Bagian dalam saluran getah ini terdapat getah atau latices. Zat-zat yang
terkandung dalam cairan getah dapat berupa zat-zat karbohidrat,
asam-asam organik, garam-garam, alkaloid, lemak, tanin, lendir, enzim, damar
dan lain-lain. Pada familia Musaceae dihasilkan tanin (Sutrian, 2011).
Gambar 2.2 A. getah pisang kepok B. getah pisang ambon
Sumber: dokumen pribadi
Warna getah tidak selalu jernih atau seperti susu, tergantung pada
zat yang dikandungnya sehingga dapat berwarna coklat, merah muda
ataupun kekuning-kuningan. Getah ini akan segera mengalir keluar dari
saluran getah apabila saluran getah terluka. Hal ini dikarenakan sel-sel
saluran getah itu terisi oleh cairan getahnya dan bersifat turgescent
(Sutrian, 2011).
Fungsi getah bagi tanaman itu sendiri belum dapat diketahui
dengan pasti, getah pada tanaman memiliki beberapa manfaat seperti: obat
luka bakar (getah pisang, getah pepaya dll), obat luka sayatan (getah
pisang, getah pepaya, getah pohon jarak dll), bahan dasar pembuatan karet
(getah pohon karet), bahan dasar pembuatan minyak urut (getah pohon
jarak), bahan dasar gula (getah pohon aren) serta bahan pelarut
mengencerkan cat minyak (getah pohon pinus).

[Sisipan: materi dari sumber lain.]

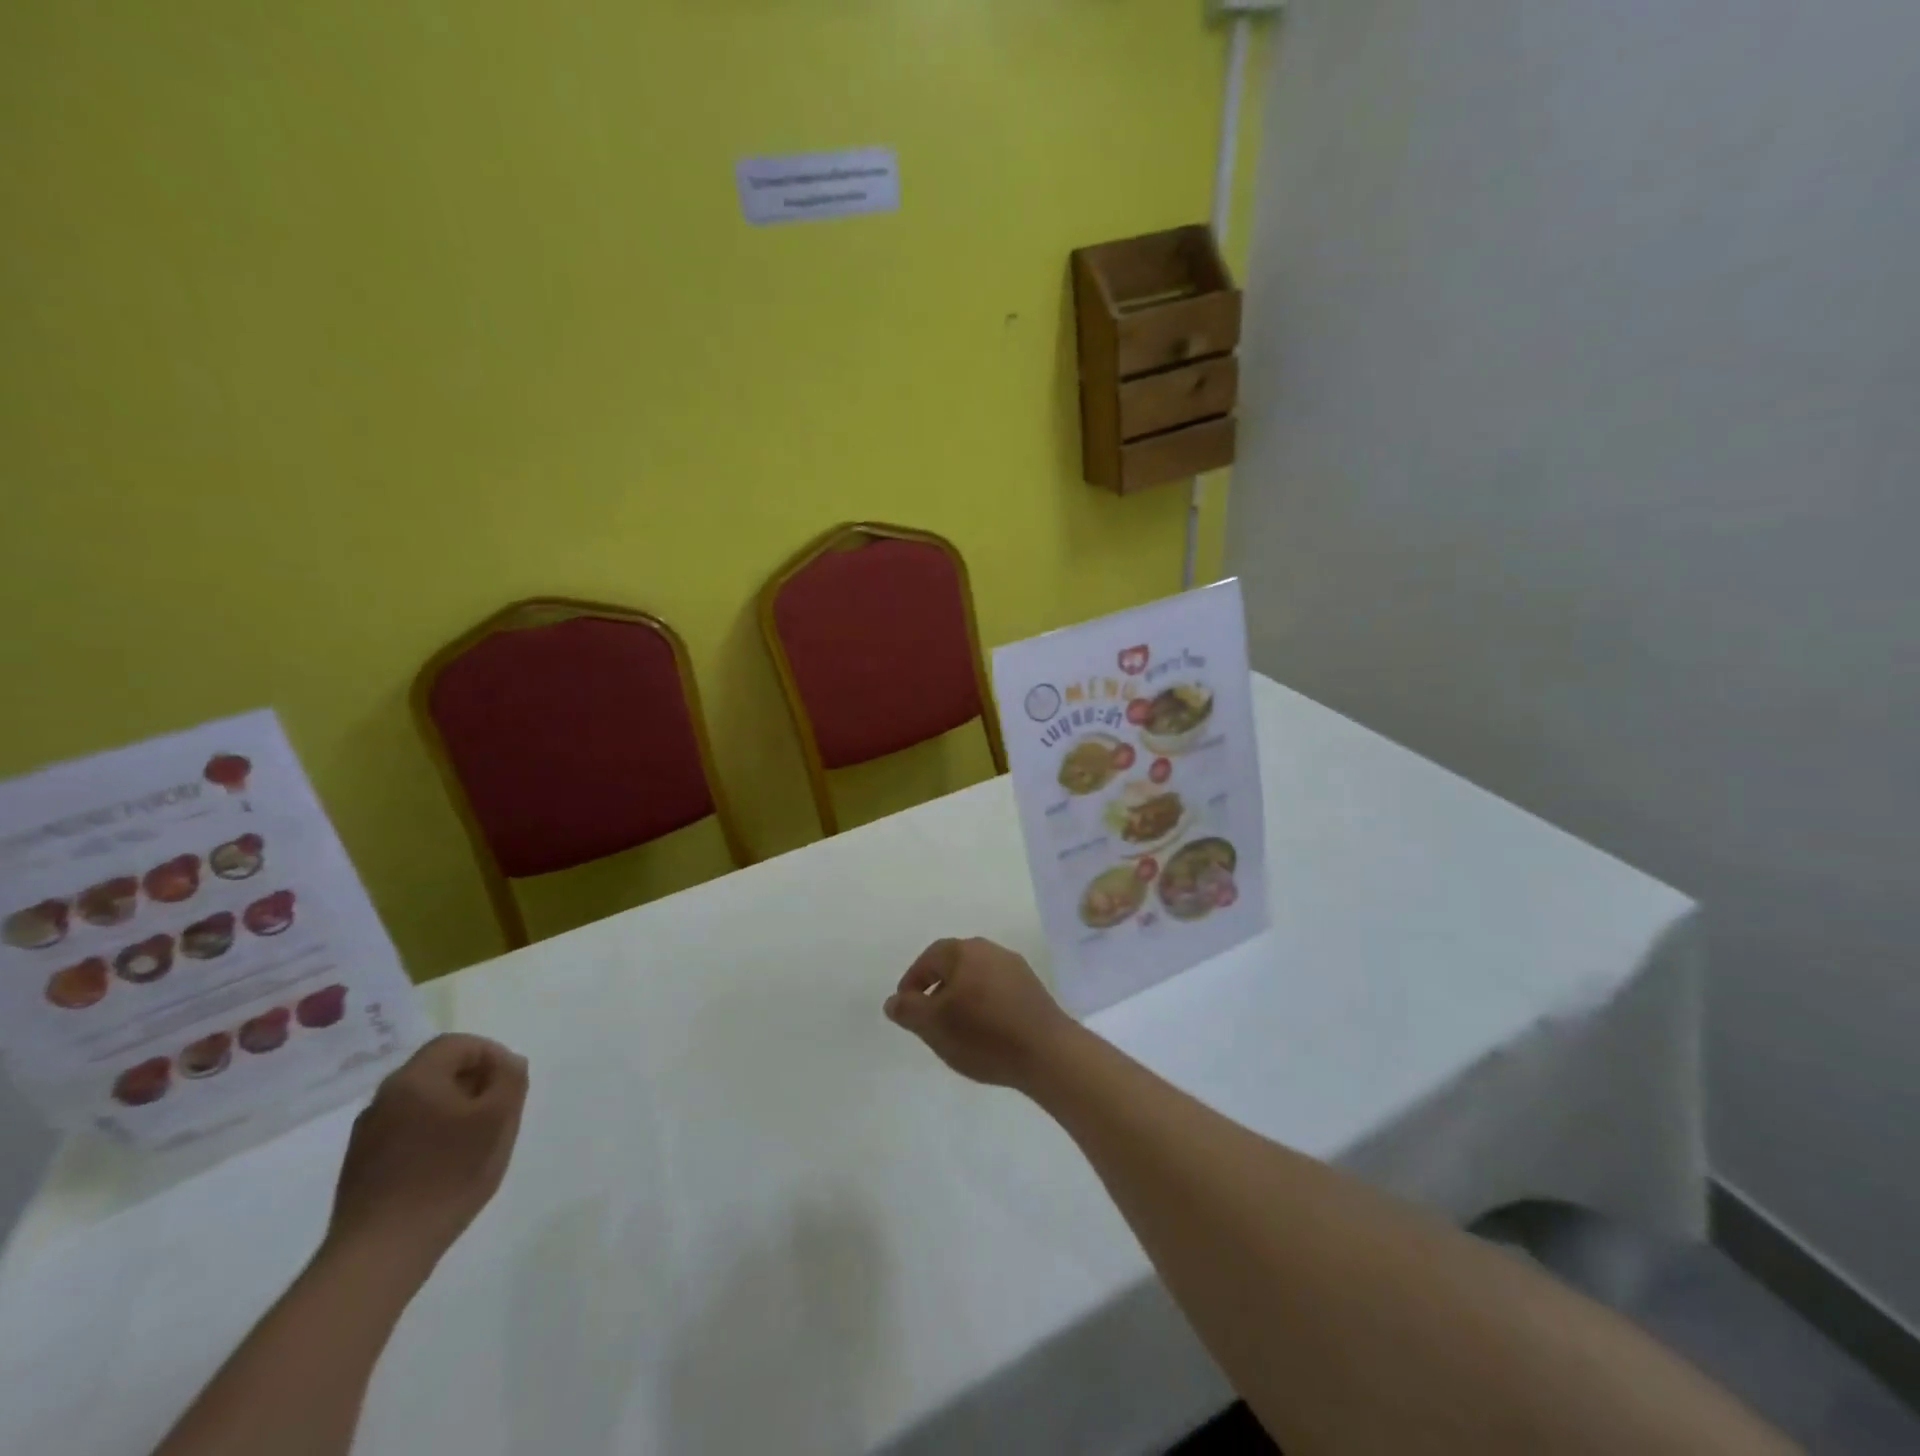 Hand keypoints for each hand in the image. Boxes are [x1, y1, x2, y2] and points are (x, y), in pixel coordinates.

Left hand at [324, 1034, 527, 1278]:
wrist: (380, 1252)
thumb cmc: (448, 1175)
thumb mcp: (498, 1120)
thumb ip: (510, 1080)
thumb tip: (509, 1063)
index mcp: (415, 1079)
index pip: (458, 1044)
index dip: (491, 1054)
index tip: (511, 1082)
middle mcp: (385, 1097)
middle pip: (438, 1069)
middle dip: (475, 1081)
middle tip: (499, 1109)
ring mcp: (367, 1133)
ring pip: (422, 1101)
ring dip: (454, 1107)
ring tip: (476, 1139)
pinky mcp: (361, 1164)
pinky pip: (406, 1129)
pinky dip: (432, 1132)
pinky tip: (446, 1164)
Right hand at [883, 937, 1077, 1089]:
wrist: (1047, 1052)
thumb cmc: (983, 1034)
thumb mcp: (934, 1025)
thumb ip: (908, 1010)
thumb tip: (894, 1000)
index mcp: (965, 951)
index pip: (929, 958)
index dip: (912, 982)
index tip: (906, 1008)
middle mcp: (991, 950)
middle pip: (954, 965)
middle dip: (937, 989)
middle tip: (928, 1019)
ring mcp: (1016, 968)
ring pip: (976, 978)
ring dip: (961, 998)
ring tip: (955, 1029)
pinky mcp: (1032, 989)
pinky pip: (997, 990)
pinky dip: (983, 1005)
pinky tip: (984, 1031)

4. Manfaat dan Kandungan Kimia Batang Pisang
Batang semu pisang memiliki beberapa manfaat, antara lain: dapat
digunakan sebagai tali, pupuk dan pakan ternak sementara ares (empulur
pisang) digunakan sebagai obat luka, penawar racun, bisa ular, pupuk dan
pakan ternak (Suprapti, 2005). Getah pisang mengandung beberapa jenis
fitokimia yaitu saponin, antrakuinon, dan kuinon yang dapat berfungsi
sebagai antibiotik dan penghilang rasa sakit. Selain itu, di dalam getah
pisang juga terdapat kandungan lektin yang berfungsi untuk menstimulasi
pertumbuhan sel kulit. Kandungan-kandungan tersebut dapat membunuh
bakteri agar tidak dapat masuk pada bagian tubuh kita yang sedang
mengalami luka (Budi dalam Surahman Agus dkk., 2009).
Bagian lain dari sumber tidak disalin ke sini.